Entries taken from a collection

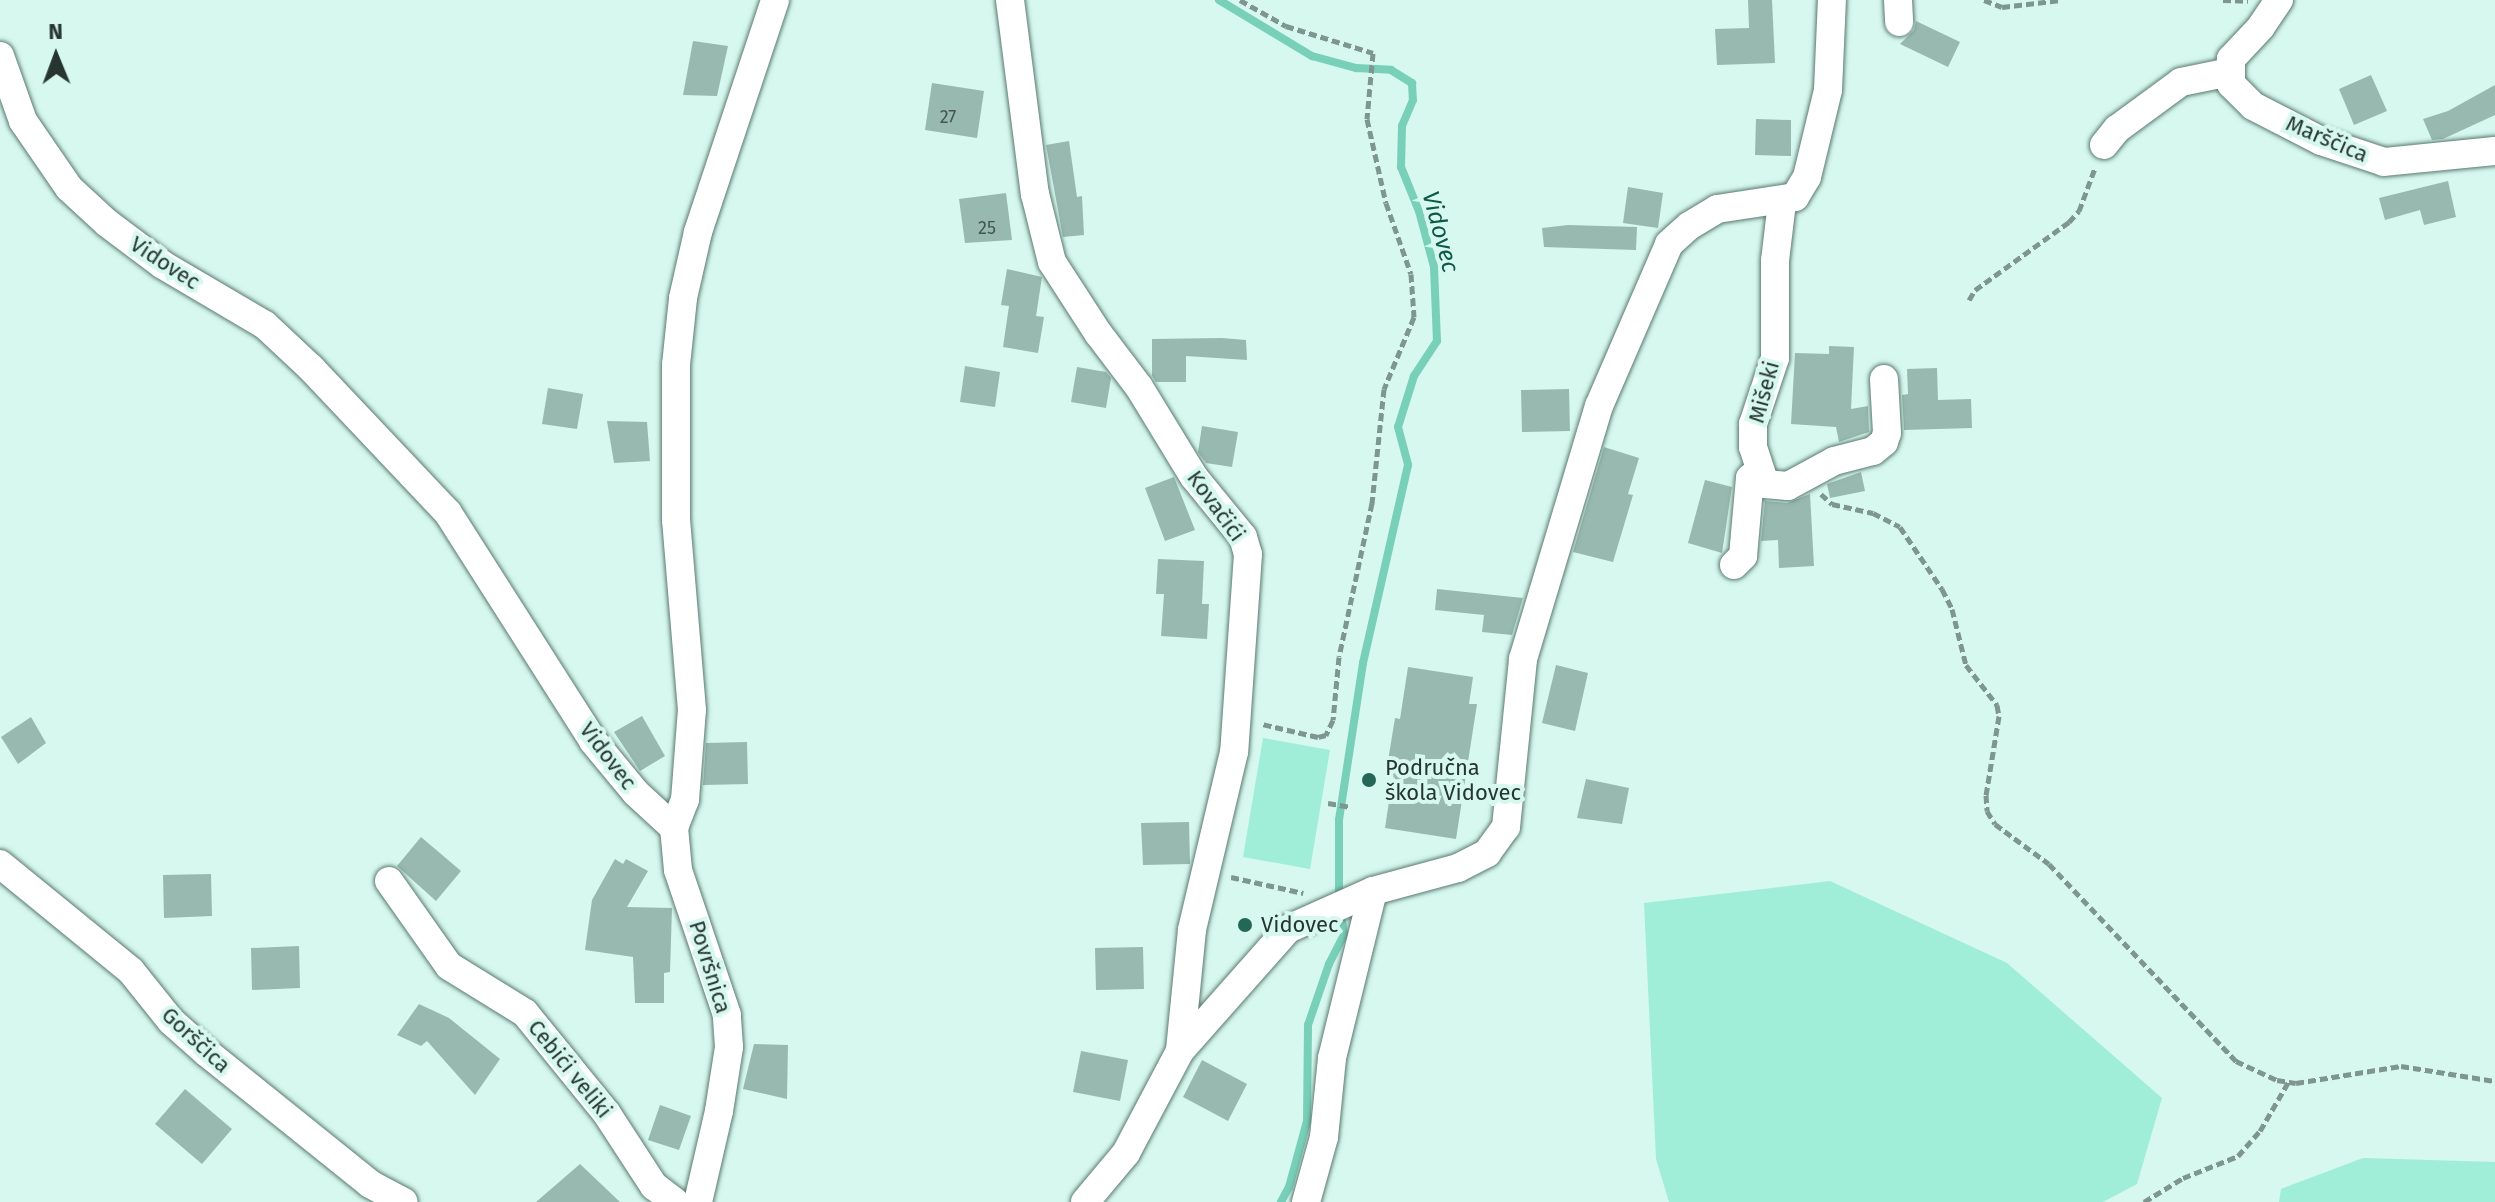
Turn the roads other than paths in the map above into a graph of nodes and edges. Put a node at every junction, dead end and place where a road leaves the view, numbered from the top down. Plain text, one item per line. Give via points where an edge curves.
1 (775, 0) edge
2 (1010, 0) edge
3 (2279, 0) edge
4 (1839, 1) edge
5 (0, 56) edge
6 (2230, 72) junction
7 (2104, 145) road end
8 (2495, 151) edge
9 (1782, 202) junction
10 (1884, 379) dead end
11 (1759, 471) junction
12 (1734, 565) dead end
13 (674, 828) junction
14 (0, 864) edge
15 (389, 881) dead end
16 (1343, 903) junction
17 (1180, 1051) junction
18 (404, 1202) edge
19 (675, 1202) edge
20 (698, 1202) edge
21 (1085, 1202) edge
22 (1306, 1202) edge

1 - 13 street via 698,232 683,298 676,365 676,520 692,710 685,800
2 - 17 street, Kovačići via 1035,194 1052,262 1194,477 1243,537 1249,571 1234,752 1192,930
3 - 6 street via 2231,59
4 - 9 street via 1828,90 1807,177 1795,197
5 - 13 street, Vidovec via 23,121 69,188 163,265 265,325 448,513 593,741
6 - 7 street via 2181,82 2117,129
6 - 8 street, Marščica via 2231,84 2253,106 2368,158 2401,162
9 - 11 street, Mišeki via 1775,261 1775,358 1753,424
9 - 16 street via 1717,209 1669,244 1599,406 1523,659 1506,827 1487,853 1458,868
10 - 11 street via 1887,433 1873,451 1834,461 1788,486 1765,484
11 - 12 street via 1750,478 1743,556
13 - 20 street, Površnica via 678,870 727,1015 719,1111
14 - 18 street, Gorščica via 131,971 171,1021 206,1052 370,1184
15 - 19 street, Cebići veliki via 449,966 525,1013 607,1114 654,1186
16 - 17 street via 1288,929
16 - 22 street via 1324,1137
17 - 21 street via 1126,1153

_EXERCISE_
From the records above, pull out every line containing the word "dead".

_ANSWER TO THIS PROBLEM_
Turn the roads other than paths in the map above into a graph of nodes and edges. Put a node at every junction, dead end and place where a road leaves the view, numbered from the top down. Plain text, one item per line. Give via points where an edge curves.
10 (1884, 379) dead end
12 (1734, 565) dead end
15 (389, 881) dead end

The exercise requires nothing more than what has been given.